Aim of the exercise :: Your task is to transcribe all of the records exactly and leave out the pictures.

Human pose images with coordinates ::
+--

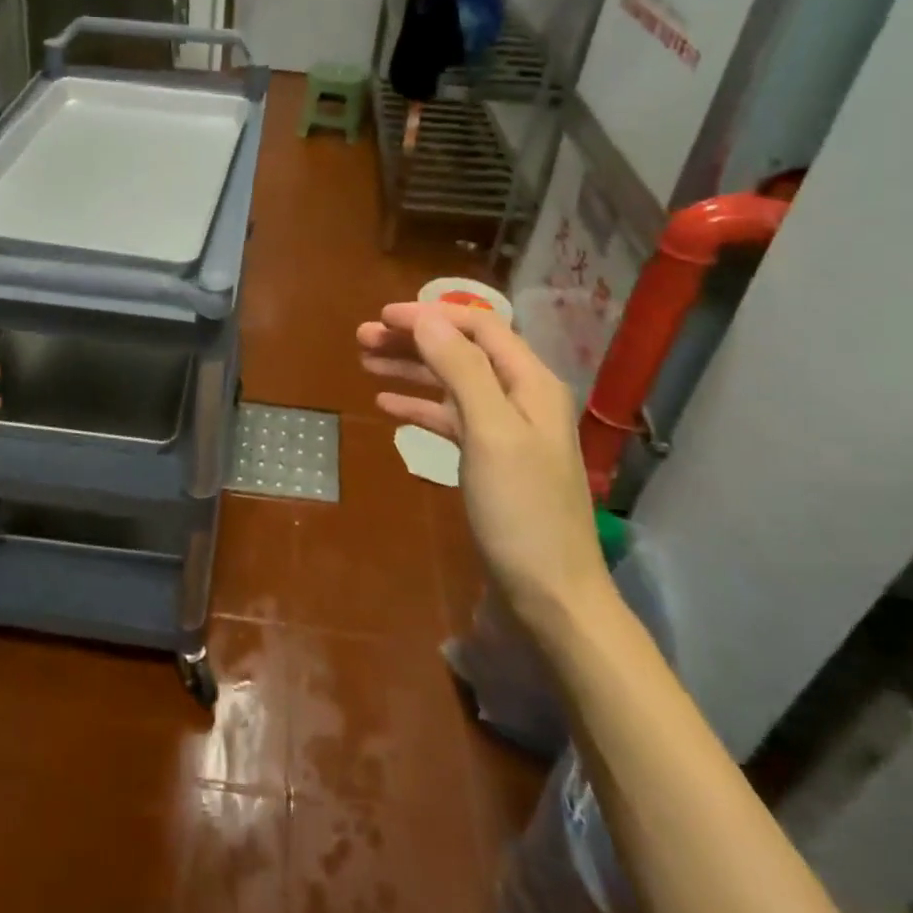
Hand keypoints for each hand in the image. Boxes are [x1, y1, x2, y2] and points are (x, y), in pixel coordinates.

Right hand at [357, 302, 608, 625]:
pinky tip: (387, 405)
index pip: (477, 328)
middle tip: (361, 339)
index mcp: (530, 383)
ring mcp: (504, 431)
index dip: (429, 317)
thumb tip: (427, 320)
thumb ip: (461, 370)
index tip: (381, 317)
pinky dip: (418, 407)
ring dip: (410, 370)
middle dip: (412, 341)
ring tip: (364, 363)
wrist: (550, 596)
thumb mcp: (491, 433)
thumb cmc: (522, 510)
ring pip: (450, 384)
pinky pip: (449, 419)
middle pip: (460, 353)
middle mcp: (519, 398)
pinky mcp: (489, 461)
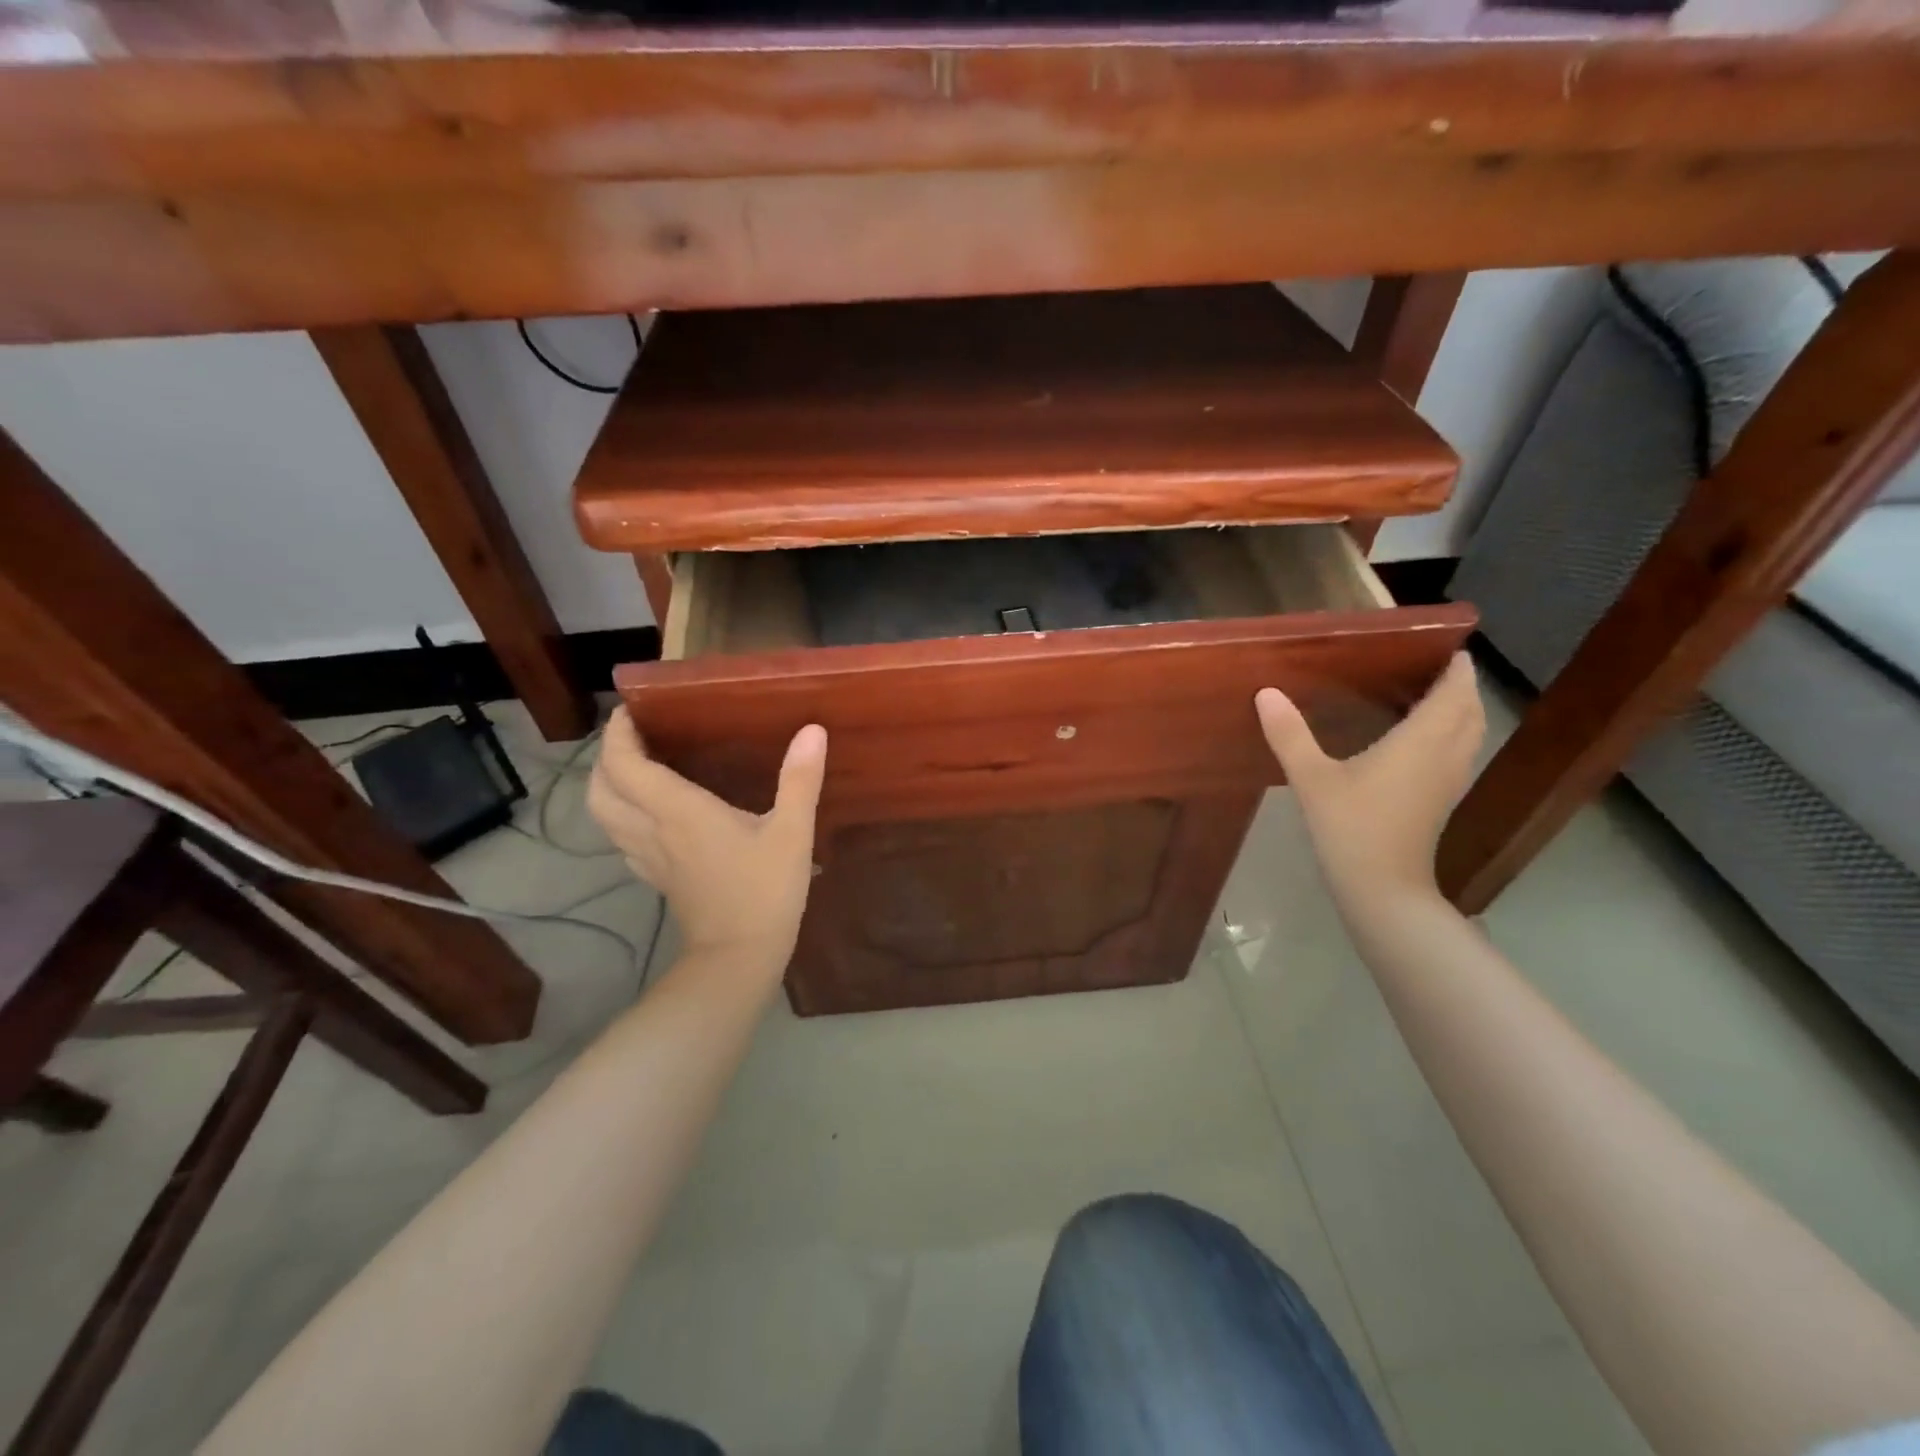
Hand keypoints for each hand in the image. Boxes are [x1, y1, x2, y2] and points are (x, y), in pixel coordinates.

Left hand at [587, 711, 827, 965]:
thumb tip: (812, 731)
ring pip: (604, 815)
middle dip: (606, 757)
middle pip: (601, 789)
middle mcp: (652, 830)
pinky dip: (622, 816)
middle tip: (633, 737)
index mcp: (679, 811)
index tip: (633, 710)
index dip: (618, 734)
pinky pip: (622, 838)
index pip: (625, 765)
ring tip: (635, 767)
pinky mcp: (656, 878)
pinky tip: (649, 814)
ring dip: (608, 785)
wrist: (739, 957)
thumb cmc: (765, 891)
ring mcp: (648, 858)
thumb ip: (800, 780)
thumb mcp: (792, 833)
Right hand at [1255, 652, 1483, 907]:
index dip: (1456, 668)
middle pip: (1470, 710)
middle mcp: (1446, 754)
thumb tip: (1266, 693)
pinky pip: (1460, 753)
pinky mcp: (1443, 800)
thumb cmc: (1351, 826)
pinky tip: (1423, 740)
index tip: (1445, 646)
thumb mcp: (1312, 778)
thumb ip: (1290, 734)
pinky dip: (1453, 735)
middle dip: (1461, 686)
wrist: (1382, 887)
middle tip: (1434, 667)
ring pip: (1471, 733)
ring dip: (1461, 711)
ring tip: (1433, 696)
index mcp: (1422, 740)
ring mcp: (1449, 780)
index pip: (1454, 692)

+--

Written answer ::
Hand keypoints for each hand in the image. Boxes are [x1, y1, x2, y2] and points are (x, y), in pixel coordinates.

Right hand at [357, 302, 608, 625]:
pinky tip: (387, 405)
index pip: (477, 328)
middle tip: (361, 339)
index mcp: (530, 383)
ring mcp: (504, 431)
index dip: (429, 317)
thumb tip: (427, 320)
thumb ip: (461, 370)
index tip: (381, 317)
pinky dip: (418, 407)
ring dip: (410, 370)
middle dip: (412, 341)
ring tip: (364, 363)
wrist: (550, 596)
thumb mcp: (491, 433)
thumb cmc: (522, 510)
ring pip: (450, 384)
pinky pip: (449, 419)
middle pip: (460, 353)
middle mcp: (519, 398)
pinky mcp: (489, 461)
Hand keypoints for each hand in the image. Boxes are [x1, y1, x2, y2] and points are (x, y), in pixel coordinates.

Left hand at [587, 711, 827, 965]:
thumb tip: (812, 731)
ring pip: (604, 815)
middle dip: (606, 757)
middle pip: (601, 789)
middle mcp: (652, 830)
pinky dip: (622, 816)
middle tip: (633, 737)
index mcp: (679, 811)
index tip: (633, 710)
index dip: (618, 734)
pinky pip: (622, 838)
index pip: (625, 765)
ring tip: (635, 767)
pinky mcp: (656, 878)
pinky tip: (649, 814)
ring dip: (608, 785)
wrist: (739, 957)
thumb cmc: (765, 891)
ring mcp: (648, 858)
thumb ip: (800, 780)
thumb mcp: (792, 833)
Right hand at [1255, 652, 1483, 907]:
index dip: (1456, 668)
middle pip: (1470, 710)
middle mcp: (1446, 754)
thumb tip: (1266, 693)
pinky pip: (1460, 753)
pinky mcp: (1443, 800)
thumb cmc: (1351, 826)
pinky tip: (1423, 740)
index tip: (1445, 646)
thumb mcp: (1312, 778)
thumb ip: (1290, 734)
pinky dip: (1453, 735)
middle dip: (1461, 686)
wrist: (1382, 887)
middle tip: (1434, 667)
ring pip: (1471, 733)
ring dip: (1461, 711)
ring tip: (1433, 696)
index mcp: (1422, 740)
ring mcp: (1449, 780)
index pip: (1454, 692)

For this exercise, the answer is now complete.